Mol Neurobiol. 2019 Jan 5. doi: 10.1007/s12035-018-1460-7. [Epub ahead of print]Amyloid Precursor Protein Mediates Neuronal Protection from Rotenone Toxicity.
Cimdins K1,2, Waugh HS1,2, Chrysostomou V1,2, Lopez Sanchez MIG1,2, Johannsen VA3, Cook MJ4,5, Crowston JG1,2, Hill AF6, Duce JA7,8, Bush AI8, Trounce IA9,10,11.Abstract
Mitochondrial complex I dysfunction is the most common respiratory chain defect in human disorders and a hotspot for neurodegenerative diseases. Amyloid precursor protein (APP) and its non-amyloidogenic processing products, in particular soluble APP α (sAPPα), have been shown to provide neuroprotection in models of neuronal injury; however, APP-mediated protection from acute mitochondrial injury has not been previously reported.

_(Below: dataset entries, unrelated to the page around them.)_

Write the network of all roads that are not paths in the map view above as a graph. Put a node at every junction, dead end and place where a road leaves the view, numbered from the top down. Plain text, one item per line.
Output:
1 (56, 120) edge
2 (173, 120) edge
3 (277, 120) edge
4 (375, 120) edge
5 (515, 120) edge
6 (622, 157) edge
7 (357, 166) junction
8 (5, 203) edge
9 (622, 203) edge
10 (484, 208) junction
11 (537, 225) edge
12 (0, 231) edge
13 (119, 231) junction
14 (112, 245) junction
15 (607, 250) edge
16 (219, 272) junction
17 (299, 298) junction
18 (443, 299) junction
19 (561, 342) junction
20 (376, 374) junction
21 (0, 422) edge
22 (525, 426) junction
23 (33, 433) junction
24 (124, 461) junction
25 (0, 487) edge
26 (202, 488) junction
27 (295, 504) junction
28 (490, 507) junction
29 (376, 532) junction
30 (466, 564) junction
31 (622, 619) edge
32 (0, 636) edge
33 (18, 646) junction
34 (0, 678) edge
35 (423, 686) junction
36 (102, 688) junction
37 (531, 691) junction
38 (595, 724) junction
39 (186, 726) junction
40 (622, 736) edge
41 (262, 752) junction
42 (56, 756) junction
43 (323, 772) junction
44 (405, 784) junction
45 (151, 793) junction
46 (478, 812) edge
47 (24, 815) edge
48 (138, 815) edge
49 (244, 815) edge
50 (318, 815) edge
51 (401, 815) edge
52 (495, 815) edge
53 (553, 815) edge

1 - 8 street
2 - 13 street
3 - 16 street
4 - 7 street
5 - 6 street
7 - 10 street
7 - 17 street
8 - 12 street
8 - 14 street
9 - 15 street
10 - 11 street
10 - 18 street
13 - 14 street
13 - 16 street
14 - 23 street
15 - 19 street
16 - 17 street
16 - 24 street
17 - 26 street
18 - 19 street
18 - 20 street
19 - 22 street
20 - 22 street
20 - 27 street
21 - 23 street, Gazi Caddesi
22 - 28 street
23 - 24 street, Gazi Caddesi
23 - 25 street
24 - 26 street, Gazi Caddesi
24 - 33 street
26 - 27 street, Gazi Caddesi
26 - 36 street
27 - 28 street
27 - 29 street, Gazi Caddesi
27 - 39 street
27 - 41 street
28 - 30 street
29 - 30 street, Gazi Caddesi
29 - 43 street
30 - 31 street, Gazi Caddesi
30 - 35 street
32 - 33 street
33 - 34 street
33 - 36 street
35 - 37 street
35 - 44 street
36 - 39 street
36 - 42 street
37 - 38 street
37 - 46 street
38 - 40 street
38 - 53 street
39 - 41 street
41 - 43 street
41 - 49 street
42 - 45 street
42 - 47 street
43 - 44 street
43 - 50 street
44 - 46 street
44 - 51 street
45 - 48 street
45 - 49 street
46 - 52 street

Here, we use the plant-derived pesticide rotenone, a potent complex I-specific mitochondrial inhibitor, to discover neuroprotective effects of APP and sAPPα in vitro, in neuronal cell lines over-expressing APP, and in vivo, in a retinal neuronal rotenone toxicity mouse model. Our results show that APP over-expression is protective against rotenone toxicity in neurons via sAPPα through an autocrine/paracrine mechanism that involves the Pi3K/Akt pro-survival pathway. APP-/- mice exhibit greater susceptibility to retinal rotenone toxicity, while intravitreal delivery of sAPPα reduces inner retinal neuronal death in wild-type mice following rotenone challenge. We also show a significant decrease in human retinal expression of APP with age. These findings provide insights into the therapeutic potential of non-amyloidogenic processing of APP in complex I-related neurodegeneration.